Why should you care? By developing applications that are of internet, rather than applications that break the internet, you:
- Become a good net citizen
- Improve the usability of your site
- Improve the chances of google and other search engines properly indexing and ranking your site
- Save money by taking advantage of existing protocols and systems rather than building your own, for example why invent your own authentication protocol when you can use HTTP Digest
I was spurred to write this post because of some difficulty I'm having right now trying to get our application to respond nicely to not found URLs. We're developing our website in Lift, using Scala, and the recommended approach to handle page not founds (see here) is to redirect the user to a page telling them that the page they are looking for does not exist. This is the wrong approach because 1) it changes the url on the user, preventing them from possibly correcting a mistake in the url or say copying it and emailing it to you, 2) it sends the wrong message to search engines, instead of letting them know this url is not found, you're telling them its just moved, and 3) it goes against the standards of the internet.
When a user-agent requests a page from your site, if you can't find the page you should respond with a 404 not found status code, rather than a 200 OK status code. Read Google's opinion on the soft 404 issue.
Here are a number of best practices that stand out in my mind:
- Support the browser back button. This is especially difficult when developing ajax applications, but if the user pushes the back button, they should return to the previous page they were at, if this doesn't work on your site, then its broken!

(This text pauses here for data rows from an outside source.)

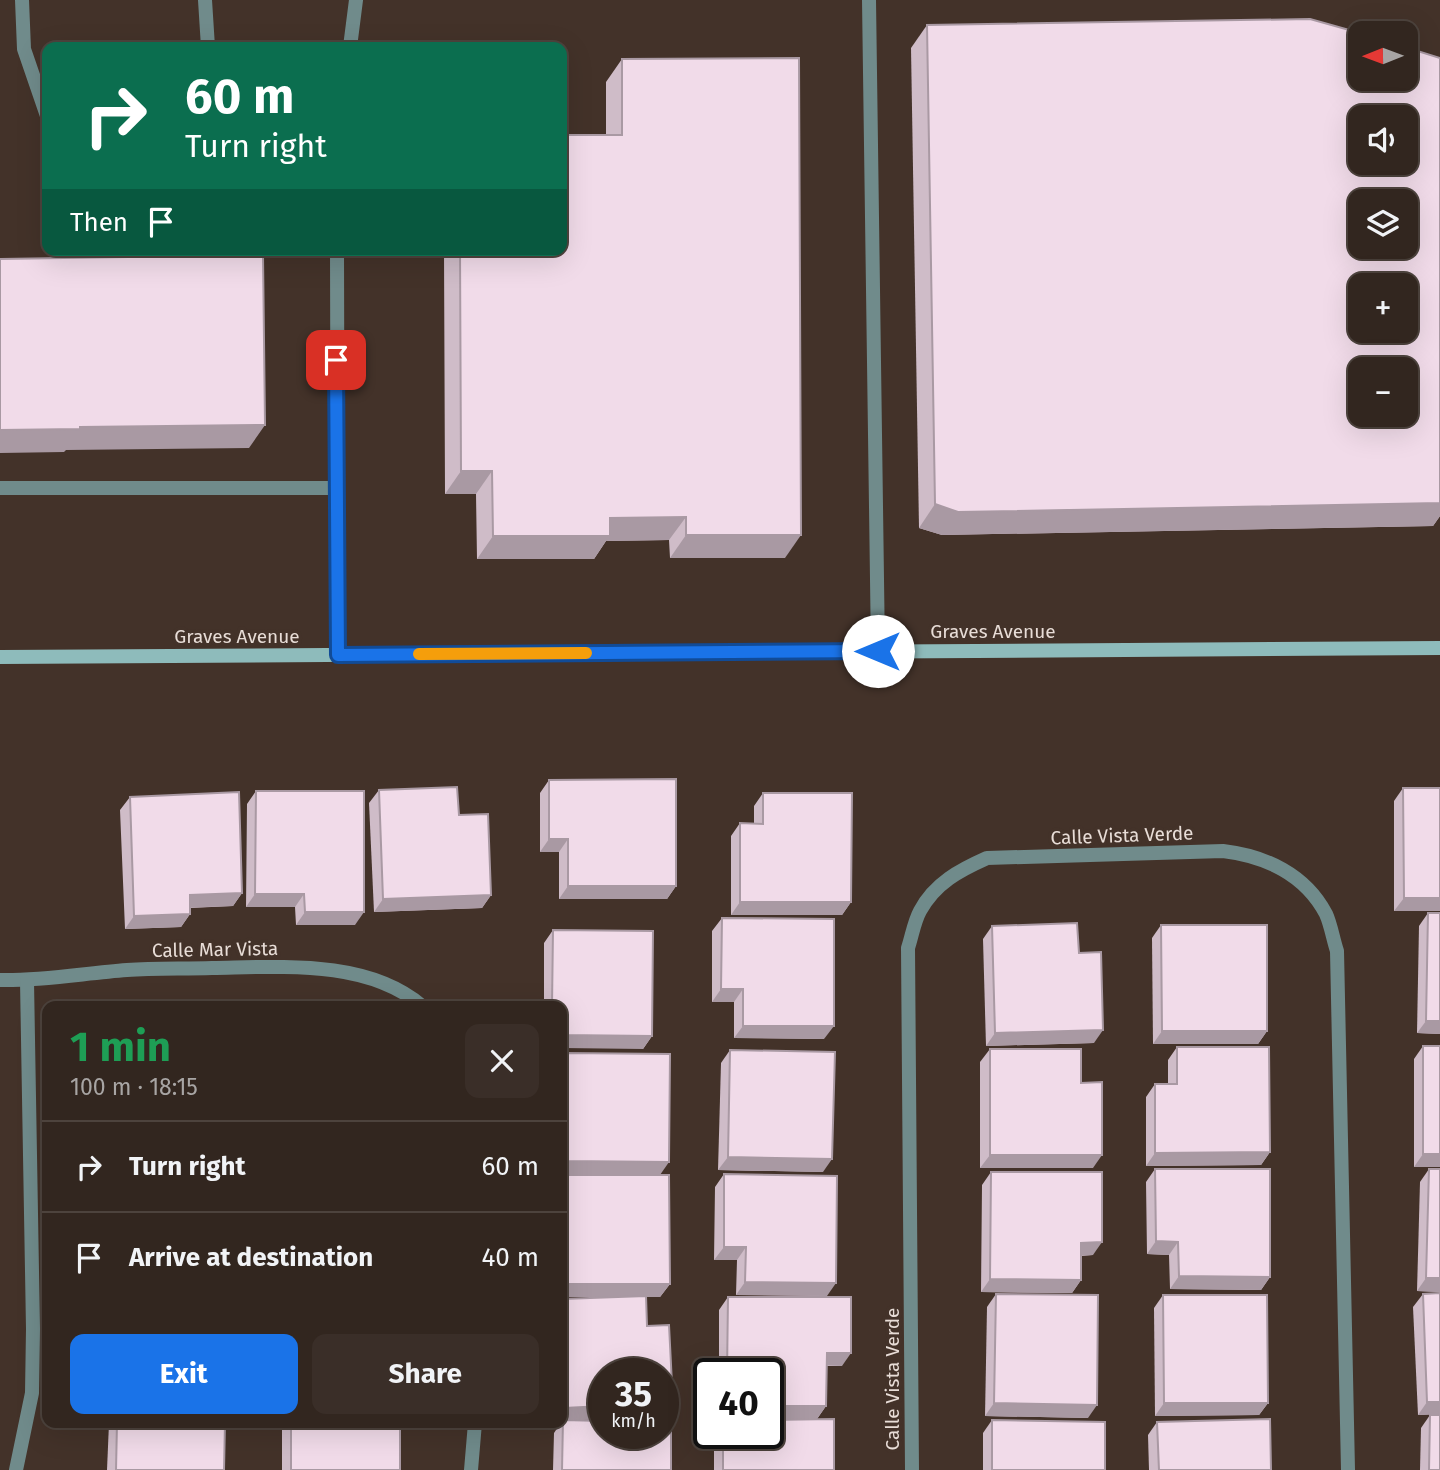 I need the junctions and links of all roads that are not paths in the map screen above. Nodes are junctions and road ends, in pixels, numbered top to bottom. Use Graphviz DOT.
graph roads {
  1 [pos="22,0"];
  2 [pos="205,0"];
  3 [pos="356,0"];
  4 [pos="869,0"];
  5 [pos="208,42"];
  6 [pos="351,42"];
  7 [pos="42,101"];
  8 [pos="337,256"];
  9 [pos="0,488"];
  10 [pos="337,488"];
  11 [pos="1440,648"];
  12 [pos="878,651"];
  13 [pos="338,655"];
  14 [pos="0,657"];
  15 [pos="0,980"];
  16 [pos="27,981"];
  17 [pos="416,1001"];
  18 [pos="475,1428"];
  19 [pos="16,1470"];
  20 [pos="471,1470"];
  21 [pos="912,1470"];
  22 [pos="1349,1470"];
  1 -- 7 [label="street"];
  2 -- 5 [label="street"];
  3 -- 6 [label="street"];
  4 -- 12 [label="street"];
  8 -- 10 [label="street"];
  9 -- 10 [label="street"];
  10 -- 13 [label="street"];
  11 -- 12 [label="street, Graves Avenue"];
  12 -- 13 [label="street, Graves Avenue"];
  13 -- 14 [label="street, Graves Avenue"];
  15 -- 16 [label="street, Calle Mar Vista"];
  16 -- 17 [label="street, Calle Mar Vista"];
  16 -- 19 [label="street"];
  18 -- 20 [label="street"];
  21 -- 22 [label="street, Calle Vista Verde"];
}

- Support bookmarking and linking. If someone can view a page on your site, they should be able to make a link to it or bookmark it. On many sites, you can't do this, because the page being displayed is a result of some state that is not on the URL, so if you give the URL to someone else, they might see something different.
- Use GET and POST appropriately. Only use GET for safe requests. Think about it, its called GET. It should do nothing other than GET a webpage. If you are modifying a shopping cart, or deleting a record in the database, it can't be done in a GET.
- Develop RESTful APIs. All of the above suggestions apply to web APIs they same way they apply to websites. REST is an approach for APIs that embraces web standards.
- Take advantage of caching. A key principle of the web is that pages and responses can be cached. Of course this only works well if you're already following web standards well. If all your GET requests are safe (idempontent), then you can easily stick a web cache in front of your web server, and google and the user's web browser can also safely cache response to speed things up, and ultimately save you money in bandwidth and CPU time.
One last anecdote. Years ago Google unveiled the Google Web Accelerator product, The idea was they would improve the experience people had browsing the web by pre-caching pages for users. One major problem they ran into was that many sites had not conformed to internet standards, and when google sent them GET requests for pages, these sites performed actions with side effects such as deleting data. What they'd done was build their applications in such a way that when a user clicked a button on their site to say delete a product, the browser would send a GET request to the a url like http://yoursite.com/deleteProduct?product=1, when what they should have done is have the browser send a DELETE or POST request. GET is meant to be idempotent.
I've only touched the surface here, but I hope I've got across at a high level what it means to be of the internet, and I encourage you to make this perspective your own and use it to help guide your decisions when you're building your next internet application.